- _Aim of the task_: Below are the records. Retype exactly the lines between the lines holding "Which roads connect where in the map" and "Build a routing", inclusive.

----------------------------------------

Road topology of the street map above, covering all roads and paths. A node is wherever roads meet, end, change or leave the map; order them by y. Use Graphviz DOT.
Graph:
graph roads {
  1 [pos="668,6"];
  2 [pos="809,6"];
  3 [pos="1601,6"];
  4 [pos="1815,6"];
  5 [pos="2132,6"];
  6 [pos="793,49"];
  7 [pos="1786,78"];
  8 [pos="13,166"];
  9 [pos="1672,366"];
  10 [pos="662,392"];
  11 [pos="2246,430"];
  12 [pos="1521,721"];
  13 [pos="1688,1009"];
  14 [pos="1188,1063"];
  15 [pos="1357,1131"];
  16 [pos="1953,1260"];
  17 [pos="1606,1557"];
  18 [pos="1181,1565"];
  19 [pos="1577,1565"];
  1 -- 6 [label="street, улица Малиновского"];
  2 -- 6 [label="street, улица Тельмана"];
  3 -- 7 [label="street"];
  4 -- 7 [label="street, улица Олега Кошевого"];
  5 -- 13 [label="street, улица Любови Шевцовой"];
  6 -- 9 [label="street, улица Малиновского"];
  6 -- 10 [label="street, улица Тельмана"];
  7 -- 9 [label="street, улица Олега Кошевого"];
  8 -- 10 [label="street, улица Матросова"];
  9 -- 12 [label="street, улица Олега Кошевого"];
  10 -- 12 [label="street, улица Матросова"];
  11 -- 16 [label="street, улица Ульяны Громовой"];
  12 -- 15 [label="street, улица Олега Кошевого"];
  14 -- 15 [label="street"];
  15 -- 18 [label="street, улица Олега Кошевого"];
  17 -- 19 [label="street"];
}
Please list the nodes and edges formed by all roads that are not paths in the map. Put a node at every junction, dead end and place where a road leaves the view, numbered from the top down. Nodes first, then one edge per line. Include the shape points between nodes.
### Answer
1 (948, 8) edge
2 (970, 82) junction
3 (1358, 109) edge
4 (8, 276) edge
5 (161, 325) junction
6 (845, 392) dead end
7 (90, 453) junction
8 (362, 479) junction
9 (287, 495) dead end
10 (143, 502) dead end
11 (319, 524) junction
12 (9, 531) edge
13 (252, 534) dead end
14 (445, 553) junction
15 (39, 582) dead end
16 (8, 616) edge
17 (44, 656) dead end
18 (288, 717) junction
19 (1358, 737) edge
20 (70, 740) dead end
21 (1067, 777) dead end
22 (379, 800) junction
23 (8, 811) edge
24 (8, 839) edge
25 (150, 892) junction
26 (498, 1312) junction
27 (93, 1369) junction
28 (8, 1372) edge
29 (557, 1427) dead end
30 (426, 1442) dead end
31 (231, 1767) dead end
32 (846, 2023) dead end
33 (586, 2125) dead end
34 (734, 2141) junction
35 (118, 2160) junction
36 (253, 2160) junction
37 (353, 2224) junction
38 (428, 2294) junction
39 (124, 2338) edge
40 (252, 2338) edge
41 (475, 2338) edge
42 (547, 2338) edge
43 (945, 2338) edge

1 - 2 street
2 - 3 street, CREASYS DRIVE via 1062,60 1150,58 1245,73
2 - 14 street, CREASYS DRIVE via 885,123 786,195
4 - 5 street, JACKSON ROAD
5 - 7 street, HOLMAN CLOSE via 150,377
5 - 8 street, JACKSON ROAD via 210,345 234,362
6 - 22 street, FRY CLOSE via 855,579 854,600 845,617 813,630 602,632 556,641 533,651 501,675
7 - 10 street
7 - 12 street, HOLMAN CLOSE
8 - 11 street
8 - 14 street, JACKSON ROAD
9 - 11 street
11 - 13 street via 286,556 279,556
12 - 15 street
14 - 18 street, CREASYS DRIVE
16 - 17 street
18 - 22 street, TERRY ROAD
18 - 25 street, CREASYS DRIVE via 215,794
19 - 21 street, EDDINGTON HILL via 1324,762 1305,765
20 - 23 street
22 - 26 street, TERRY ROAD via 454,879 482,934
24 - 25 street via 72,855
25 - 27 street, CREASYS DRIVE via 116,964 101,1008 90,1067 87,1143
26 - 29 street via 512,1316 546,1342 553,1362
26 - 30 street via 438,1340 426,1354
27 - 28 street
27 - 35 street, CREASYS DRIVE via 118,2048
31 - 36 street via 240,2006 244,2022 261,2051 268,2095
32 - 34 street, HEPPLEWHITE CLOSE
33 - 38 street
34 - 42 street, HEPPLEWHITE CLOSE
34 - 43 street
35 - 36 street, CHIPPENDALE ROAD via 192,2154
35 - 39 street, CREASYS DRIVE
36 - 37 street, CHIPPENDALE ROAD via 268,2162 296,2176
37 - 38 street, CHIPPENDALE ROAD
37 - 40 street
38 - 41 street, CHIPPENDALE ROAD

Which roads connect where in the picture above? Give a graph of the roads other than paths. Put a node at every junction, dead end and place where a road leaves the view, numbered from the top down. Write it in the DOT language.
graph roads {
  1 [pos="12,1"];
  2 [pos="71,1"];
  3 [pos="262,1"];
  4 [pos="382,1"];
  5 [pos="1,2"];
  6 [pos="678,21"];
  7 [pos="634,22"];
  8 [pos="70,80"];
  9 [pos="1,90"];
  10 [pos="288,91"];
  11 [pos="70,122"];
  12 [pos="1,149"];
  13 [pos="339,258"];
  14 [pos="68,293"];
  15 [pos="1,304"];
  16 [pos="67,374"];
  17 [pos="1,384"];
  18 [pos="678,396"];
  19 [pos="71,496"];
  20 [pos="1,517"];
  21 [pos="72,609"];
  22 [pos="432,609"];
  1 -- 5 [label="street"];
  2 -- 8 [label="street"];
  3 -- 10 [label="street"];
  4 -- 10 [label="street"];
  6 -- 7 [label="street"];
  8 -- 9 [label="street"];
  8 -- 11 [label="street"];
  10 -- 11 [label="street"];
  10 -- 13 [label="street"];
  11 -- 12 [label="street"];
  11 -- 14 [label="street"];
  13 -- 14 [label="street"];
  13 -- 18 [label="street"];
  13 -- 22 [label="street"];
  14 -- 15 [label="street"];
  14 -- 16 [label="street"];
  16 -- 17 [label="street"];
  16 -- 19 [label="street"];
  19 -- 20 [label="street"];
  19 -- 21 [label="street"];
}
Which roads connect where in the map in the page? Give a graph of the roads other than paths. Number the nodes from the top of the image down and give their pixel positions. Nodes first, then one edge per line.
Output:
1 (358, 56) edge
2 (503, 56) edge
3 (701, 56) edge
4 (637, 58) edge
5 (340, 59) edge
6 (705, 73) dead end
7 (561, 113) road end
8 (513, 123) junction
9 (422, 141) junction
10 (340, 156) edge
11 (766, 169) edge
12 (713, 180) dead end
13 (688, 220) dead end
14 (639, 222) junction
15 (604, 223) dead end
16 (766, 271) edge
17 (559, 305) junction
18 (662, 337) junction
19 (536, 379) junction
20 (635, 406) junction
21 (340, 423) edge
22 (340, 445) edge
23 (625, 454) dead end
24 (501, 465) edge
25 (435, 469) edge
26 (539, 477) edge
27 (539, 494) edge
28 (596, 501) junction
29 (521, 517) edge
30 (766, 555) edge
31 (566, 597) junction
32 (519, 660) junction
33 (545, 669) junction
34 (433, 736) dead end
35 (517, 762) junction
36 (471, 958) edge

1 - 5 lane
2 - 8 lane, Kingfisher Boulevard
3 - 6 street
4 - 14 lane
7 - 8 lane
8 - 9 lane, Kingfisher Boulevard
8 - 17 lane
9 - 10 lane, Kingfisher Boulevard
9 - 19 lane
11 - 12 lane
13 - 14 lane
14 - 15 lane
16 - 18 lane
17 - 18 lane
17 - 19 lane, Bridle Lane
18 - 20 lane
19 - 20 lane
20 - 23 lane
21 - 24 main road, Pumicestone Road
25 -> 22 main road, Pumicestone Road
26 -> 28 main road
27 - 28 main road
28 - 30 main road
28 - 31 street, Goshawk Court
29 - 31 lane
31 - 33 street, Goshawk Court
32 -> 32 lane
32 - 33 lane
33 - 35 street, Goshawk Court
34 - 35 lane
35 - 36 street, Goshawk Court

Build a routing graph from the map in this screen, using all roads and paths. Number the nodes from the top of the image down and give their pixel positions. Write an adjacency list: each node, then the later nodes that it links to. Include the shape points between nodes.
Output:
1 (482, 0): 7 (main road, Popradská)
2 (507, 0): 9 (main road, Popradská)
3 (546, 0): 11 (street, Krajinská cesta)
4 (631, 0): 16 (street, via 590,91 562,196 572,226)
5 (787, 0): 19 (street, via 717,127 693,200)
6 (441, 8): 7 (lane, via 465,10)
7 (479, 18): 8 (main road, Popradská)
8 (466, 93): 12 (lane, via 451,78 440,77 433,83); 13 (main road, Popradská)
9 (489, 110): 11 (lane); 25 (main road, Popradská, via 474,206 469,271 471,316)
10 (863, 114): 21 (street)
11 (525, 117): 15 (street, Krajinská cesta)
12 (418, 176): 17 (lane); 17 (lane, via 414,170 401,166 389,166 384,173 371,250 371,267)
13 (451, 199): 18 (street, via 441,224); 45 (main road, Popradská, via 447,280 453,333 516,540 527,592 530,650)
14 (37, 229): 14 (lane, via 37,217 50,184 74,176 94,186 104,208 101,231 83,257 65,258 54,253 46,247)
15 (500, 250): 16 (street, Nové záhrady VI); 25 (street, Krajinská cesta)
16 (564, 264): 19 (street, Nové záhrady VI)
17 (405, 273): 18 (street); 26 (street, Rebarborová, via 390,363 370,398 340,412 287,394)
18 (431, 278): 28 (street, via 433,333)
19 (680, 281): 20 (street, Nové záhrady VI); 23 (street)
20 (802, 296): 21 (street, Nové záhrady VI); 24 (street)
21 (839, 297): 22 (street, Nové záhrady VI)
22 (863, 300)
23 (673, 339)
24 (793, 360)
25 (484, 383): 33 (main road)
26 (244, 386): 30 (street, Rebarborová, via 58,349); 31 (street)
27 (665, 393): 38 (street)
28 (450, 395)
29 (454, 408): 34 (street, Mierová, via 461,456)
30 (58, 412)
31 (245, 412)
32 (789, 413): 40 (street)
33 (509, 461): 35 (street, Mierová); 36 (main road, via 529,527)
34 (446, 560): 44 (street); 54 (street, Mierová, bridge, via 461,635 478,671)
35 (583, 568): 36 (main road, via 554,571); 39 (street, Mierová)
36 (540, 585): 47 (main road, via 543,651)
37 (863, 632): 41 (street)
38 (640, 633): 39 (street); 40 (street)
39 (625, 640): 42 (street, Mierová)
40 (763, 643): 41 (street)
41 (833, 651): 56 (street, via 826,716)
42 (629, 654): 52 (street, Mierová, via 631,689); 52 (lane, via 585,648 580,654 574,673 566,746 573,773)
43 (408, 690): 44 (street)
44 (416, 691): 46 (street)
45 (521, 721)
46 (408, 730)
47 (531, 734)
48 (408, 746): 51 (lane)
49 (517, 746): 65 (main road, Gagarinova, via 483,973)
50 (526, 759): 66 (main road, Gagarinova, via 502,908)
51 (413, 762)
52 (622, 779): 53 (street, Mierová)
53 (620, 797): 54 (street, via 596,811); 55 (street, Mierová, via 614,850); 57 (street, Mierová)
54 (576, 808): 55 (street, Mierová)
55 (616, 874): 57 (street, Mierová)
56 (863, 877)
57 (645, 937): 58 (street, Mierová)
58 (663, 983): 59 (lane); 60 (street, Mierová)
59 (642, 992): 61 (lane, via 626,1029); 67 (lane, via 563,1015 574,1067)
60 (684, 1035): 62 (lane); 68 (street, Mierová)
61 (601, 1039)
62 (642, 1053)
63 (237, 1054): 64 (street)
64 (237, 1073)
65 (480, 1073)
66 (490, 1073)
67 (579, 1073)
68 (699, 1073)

----------------------------------------

- _Exercise solution_:
Which roads connect where in the map in the page? Give a graph of the roads other than paths. Number the nodes from the top of the image down and give their pixel positions. Nodes first, then one edge per line.
Output:
1 (358, 56) edge
2 (503, 56) edge
3 (701, 56) edge
4 (637, 58) edge
5 (340, 59) edge
6 (705, 73) dead end
7 (561, 113) road end
8 (513, 123) junction
9 (422, 141) junction
10 (340, 156) edge
11 (766, 169) edge
12 (713, 180) dead end
13 (688, 220) dead end
14 (639, 222) junction
15 (604, 223) dead end
16 (766, 271) edge
17 (559, 305) junction
18 (662, 337) junction
19 (536, 379) junction
20 (635, 406) junction
21 (340, 423) edge
22 (340, 445) edge
23 (625, 454) dead end
24 (501, 465) edge
25 (435, 469) edge
26 (539, 477) edge
27 (539, 494) edge
28 (596, 501) junction
29 (521, 517) edge
30 (766, 555) edge
31 (566, 597) junction
32 (519, 660) junction
33 (545, 669) junction
34 (433, 736) dead end
35 (517, 762) junction
36 (471, 958) edge

1 - 5 lane
2 - 8 lane, Kingfisher Boulevard
3 - 6 street
4 - 14 lane
7 - 8 lane
8 - 9 lane, Kingfisher Boulevard
8 - 17 lane
9 - 10 lane, Kingfisher Boulevard
9 - 19 lane
11 - 12 lane
13 - 14 lane
14 - 15 lane
16 - 18 lane
17 - 18 lane
17 - 19 lane, Bridle Lane
18 - 20 lane
19 - 20 lane
20 - 23 lane
21 - 24 main road, Pumicestone Road
25 -> 22 main road, Pumicestone Road
26 -> 28 main road
27 - 28 main road
28 - 30 main road
28 - 31 street, Goshawk Court
29 - 31 lane
31 - 33 street, Goshawk Court
32 -> 32 lane
32 - 33 lane
33 - 35 street, Goshawk Court
34 - 35 lane
35 - 36 street, Goshawk Court

Build a routing graph from the map in this screen, using all roads and paths. Number the nodes from the top of the image down and give their pixel positions. Write an adjacency list: each node, then the later nodes that it links to. Include the shape points between nodes.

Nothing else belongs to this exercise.